Despite advances in the understanding of HSC biology, mechanisms of BM regeneration after chemotherapy are not completely understood. The extracellular matrix (ECM) of the BM comprises fibrous proteins such as types I and IV collagen and fibronectin (FN), and non-fibrous proteins such as tenascin-C and proteoglycans. Recently, tenascin-C was found to be dramatically up-regulated during hematopoietic recovery after myeloablation and to promote HSC proliferation through α9b1 engagement,6 while products of ECM breakdown like hyaluronate were demonstrated to act as inflammatory signals during BM recovery and to affect HSC function and differentiation.7 Following insult to the BM microenvironment, cells engage Toll Like Receptor 4 (TLR4) resulting in secretion of pro-inflammatory cytokines such as TNFα and IL-6 that activate NF-ακB signaling. Several pro-inflammatory cytokines are, therefore, considered new regulators of HSC function.8 In this regard, interleukin-1 (IL-1), produced by BM endothelial cells, has been demonstrated to increase HSC differentiation and myelopoiesis.9
Prompt deposition of FN-rich extracellular matrix is a critical feature of tissue healing and the host response to injury. The alternatively spliced FN variant containing the extra domain A (FN EIIIA) is expressed at sites of injury, chronic inflammation, and solid tumors.10 Although its function is not well understood, FN EIIIA has been previously linked to a variety of in vitro cellular events and in vivo molecular outcomes. Increased expression of EIIIA+ isoform modulates cell cycle progression, myofibroblast differentiation,11 prothrombotic effects on platelets,12 and protection of vessel walls in conditions of disturbed flow.13 These events are mediated by the ability of the EIIIA domain to bind the TLR4 and leukocyte integrins, such as α9b1, α4b1 and α4b7.1514 However, effects of EIIIA FN variant on hematopoietic stem cell behavior remain largely unknown.
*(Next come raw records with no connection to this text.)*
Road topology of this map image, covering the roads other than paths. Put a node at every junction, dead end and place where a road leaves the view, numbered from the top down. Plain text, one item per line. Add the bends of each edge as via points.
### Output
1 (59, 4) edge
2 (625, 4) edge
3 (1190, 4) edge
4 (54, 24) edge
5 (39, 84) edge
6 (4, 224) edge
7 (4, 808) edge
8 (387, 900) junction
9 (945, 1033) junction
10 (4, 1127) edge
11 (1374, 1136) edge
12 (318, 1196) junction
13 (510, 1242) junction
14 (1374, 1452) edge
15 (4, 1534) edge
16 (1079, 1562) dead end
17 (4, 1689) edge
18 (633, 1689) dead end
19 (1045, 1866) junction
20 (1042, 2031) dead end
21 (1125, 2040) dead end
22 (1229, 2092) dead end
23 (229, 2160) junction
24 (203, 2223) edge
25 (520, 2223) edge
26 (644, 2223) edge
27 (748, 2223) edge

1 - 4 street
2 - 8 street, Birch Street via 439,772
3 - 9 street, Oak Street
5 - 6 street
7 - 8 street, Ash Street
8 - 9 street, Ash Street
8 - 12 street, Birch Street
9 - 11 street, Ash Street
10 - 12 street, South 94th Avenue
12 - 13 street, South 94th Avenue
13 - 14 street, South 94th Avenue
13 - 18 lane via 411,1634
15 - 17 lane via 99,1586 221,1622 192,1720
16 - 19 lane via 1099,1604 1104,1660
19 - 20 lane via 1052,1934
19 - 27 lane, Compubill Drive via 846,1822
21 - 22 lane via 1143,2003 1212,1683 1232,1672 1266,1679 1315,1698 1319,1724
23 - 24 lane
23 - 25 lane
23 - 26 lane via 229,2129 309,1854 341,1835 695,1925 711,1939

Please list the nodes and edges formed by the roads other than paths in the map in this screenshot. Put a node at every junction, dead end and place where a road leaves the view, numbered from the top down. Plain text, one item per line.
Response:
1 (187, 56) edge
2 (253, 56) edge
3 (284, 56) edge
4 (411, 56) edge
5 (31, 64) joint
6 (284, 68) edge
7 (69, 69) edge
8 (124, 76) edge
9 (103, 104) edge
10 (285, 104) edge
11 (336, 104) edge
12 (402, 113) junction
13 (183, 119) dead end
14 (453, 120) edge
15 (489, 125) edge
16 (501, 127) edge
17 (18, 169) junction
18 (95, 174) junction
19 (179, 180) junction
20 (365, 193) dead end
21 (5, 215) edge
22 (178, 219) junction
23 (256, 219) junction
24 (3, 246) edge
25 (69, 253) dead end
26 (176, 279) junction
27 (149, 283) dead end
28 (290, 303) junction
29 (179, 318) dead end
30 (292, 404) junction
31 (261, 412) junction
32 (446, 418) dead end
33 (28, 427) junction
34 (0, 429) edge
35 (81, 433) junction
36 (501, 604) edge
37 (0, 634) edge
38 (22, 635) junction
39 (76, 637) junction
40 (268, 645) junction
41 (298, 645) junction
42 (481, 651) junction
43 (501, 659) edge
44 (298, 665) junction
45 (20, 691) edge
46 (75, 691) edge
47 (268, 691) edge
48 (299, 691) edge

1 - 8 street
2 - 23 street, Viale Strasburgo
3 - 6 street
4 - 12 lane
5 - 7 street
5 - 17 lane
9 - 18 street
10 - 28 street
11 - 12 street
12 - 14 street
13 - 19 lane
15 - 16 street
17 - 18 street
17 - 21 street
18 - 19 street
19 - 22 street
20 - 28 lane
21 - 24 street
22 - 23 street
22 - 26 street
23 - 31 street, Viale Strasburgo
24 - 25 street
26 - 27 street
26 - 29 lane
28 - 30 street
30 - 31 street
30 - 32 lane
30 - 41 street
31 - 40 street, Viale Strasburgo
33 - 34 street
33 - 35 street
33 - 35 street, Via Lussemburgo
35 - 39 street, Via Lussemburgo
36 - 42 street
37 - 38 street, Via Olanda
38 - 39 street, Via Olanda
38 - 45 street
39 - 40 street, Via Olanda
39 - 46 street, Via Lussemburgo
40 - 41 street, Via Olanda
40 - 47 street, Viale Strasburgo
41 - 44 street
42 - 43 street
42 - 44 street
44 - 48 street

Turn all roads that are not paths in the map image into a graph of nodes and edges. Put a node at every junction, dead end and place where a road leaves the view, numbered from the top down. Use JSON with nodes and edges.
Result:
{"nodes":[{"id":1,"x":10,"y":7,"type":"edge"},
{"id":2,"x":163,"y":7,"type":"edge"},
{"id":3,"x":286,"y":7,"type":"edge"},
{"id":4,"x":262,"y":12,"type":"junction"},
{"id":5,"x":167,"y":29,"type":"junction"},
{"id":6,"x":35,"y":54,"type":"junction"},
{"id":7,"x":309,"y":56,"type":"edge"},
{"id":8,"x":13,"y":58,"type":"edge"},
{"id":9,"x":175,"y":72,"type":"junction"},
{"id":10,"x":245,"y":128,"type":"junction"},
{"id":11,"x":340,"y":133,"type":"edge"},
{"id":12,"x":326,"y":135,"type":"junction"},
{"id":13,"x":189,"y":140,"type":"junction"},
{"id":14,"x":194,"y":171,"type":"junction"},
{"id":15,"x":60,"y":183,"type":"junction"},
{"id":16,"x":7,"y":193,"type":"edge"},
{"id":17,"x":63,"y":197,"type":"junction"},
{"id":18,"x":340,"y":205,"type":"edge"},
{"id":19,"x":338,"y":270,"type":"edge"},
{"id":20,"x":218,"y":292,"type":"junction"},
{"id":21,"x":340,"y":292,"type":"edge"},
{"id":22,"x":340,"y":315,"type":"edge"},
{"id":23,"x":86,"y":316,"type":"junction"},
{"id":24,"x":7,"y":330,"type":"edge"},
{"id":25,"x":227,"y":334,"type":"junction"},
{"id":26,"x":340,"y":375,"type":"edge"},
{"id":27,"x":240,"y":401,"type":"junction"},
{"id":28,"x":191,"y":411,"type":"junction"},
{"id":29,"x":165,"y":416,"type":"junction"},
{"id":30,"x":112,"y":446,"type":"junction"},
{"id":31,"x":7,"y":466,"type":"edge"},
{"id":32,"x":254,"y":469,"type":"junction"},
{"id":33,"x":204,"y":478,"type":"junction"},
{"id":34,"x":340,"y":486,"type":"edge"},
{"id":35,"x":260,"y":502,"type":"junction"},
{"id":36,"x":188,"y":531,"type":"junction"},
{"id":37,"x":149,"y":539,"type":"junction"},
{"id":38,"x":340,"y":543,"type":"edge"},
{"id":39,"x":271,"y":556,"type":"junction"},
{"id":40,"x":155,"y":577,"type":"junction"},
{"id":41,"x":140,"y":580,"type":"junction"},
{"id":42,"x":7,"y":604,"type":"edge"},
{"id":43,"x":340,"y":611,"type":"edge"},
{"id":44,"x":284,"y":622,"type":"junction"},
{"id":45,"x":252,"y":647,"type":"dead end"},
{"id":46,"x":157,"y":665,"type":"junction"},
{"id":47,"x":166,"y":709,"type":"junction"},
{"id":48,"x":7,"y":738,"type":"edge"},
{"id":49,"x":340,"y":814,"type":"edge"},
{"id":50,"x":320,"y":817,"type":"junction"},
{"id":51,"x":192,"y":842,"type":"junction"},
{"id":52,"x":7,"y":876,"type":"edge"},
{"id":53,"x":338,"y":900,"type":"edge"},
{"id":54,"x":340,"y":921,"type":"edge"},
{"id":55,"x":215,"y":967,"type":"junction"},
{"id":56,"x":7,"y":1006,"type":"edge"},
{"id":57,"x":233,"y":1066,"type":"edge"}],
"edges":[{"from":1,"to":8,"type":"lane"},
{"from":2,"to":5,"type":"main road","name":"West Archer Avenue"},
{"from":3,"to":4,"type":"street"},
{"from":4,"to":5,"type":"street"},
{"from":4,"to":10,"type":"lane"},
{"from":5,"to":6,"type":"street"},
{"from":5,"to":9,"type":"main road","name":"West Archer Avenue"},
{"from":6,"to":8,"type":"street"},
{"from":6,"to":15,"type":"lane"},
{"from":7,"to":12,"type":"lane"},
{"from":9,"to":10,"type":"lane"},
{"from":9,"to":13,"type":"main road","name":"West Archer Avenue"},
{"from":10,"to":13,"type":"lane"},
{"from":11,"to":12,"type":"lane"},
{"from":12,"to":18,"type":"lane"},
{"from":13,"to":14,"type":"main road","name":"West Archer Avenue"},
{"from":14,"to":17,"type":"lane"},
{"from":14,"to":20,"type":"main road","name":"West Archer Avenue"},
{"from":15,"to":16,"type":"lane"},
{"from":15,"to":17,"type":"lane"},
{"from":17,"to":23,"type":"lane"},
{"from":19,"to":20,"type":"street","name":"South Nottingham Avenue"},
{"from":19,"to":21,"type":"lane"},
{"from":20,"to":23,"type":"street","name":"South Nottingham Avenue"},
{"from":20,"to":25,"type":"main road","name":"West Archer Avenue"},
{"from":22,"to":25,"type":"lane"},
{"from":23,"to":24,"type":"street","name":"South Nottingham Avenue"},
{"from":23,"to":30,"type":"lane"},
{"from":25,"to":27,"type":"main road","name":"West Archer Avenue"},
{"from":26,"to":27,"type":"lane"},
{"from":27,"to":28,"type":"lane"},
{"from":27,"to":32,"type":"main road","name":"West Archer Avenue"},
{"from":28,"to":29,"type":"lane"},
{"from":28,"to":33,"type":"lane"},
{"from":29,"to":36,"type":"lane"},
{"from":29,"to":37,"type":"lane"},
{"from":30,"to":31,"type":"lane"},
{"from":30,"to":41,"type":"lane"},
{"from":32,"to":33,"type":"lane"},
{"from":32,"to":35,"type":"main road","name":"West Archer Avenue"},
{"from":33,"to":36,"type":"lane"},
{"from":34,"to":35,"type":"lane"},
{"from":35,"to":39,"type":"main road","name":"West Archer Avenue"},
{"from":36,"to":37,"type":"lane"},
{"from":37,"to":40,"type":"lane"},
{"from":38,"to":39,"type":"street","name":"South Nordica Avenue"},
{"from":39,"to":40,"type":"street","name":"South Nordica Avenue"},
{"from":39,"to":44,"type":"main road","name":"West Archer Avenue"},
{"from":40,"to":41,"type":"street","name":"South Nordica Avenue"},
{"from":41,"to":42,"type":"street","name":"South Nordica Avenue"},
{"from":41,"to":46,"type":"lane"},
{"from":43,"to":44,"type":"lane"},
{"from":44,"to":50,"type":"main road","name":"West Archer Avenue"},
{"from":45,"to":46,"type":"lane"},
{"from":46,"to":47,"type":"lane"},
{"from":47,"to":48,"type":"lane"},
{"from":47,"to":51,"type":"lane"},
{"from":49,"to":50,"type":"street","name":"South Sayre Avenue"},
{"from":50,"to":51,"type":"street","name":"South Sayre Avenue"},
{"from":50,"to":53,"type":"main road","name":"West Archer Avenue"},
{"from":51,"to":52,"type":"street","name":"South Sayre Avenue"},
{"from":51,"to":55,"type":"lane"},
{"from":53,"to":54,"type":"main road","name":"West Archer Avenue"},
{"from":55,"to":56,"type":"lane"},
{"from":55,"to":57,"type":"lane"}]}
We recently demonstrated that during physiological hematopoiesis a small fraction of BM-derived FN contains the EIIIA domain and that mice constitutively with (inclusion, EIIIA) or without (exclusion, EIIIA) the EIIIA exon present comparable levels of hematopoietic stem cells, myeloid and lymphoid progenitors in the BM.16 Moreover, only minor alterations were detected in blood parameters and in hematopoietic frequencies of BM granulocytes/monocytes and B cells. Thus, given the role of EIIIA exon splicing during healing processes, in the present work we studied the role of EIIIA FN isoform in physiological BM regeneration, taking advantage of mouse strains unable to undergo a regular alternative splicing of the EIIIA exon.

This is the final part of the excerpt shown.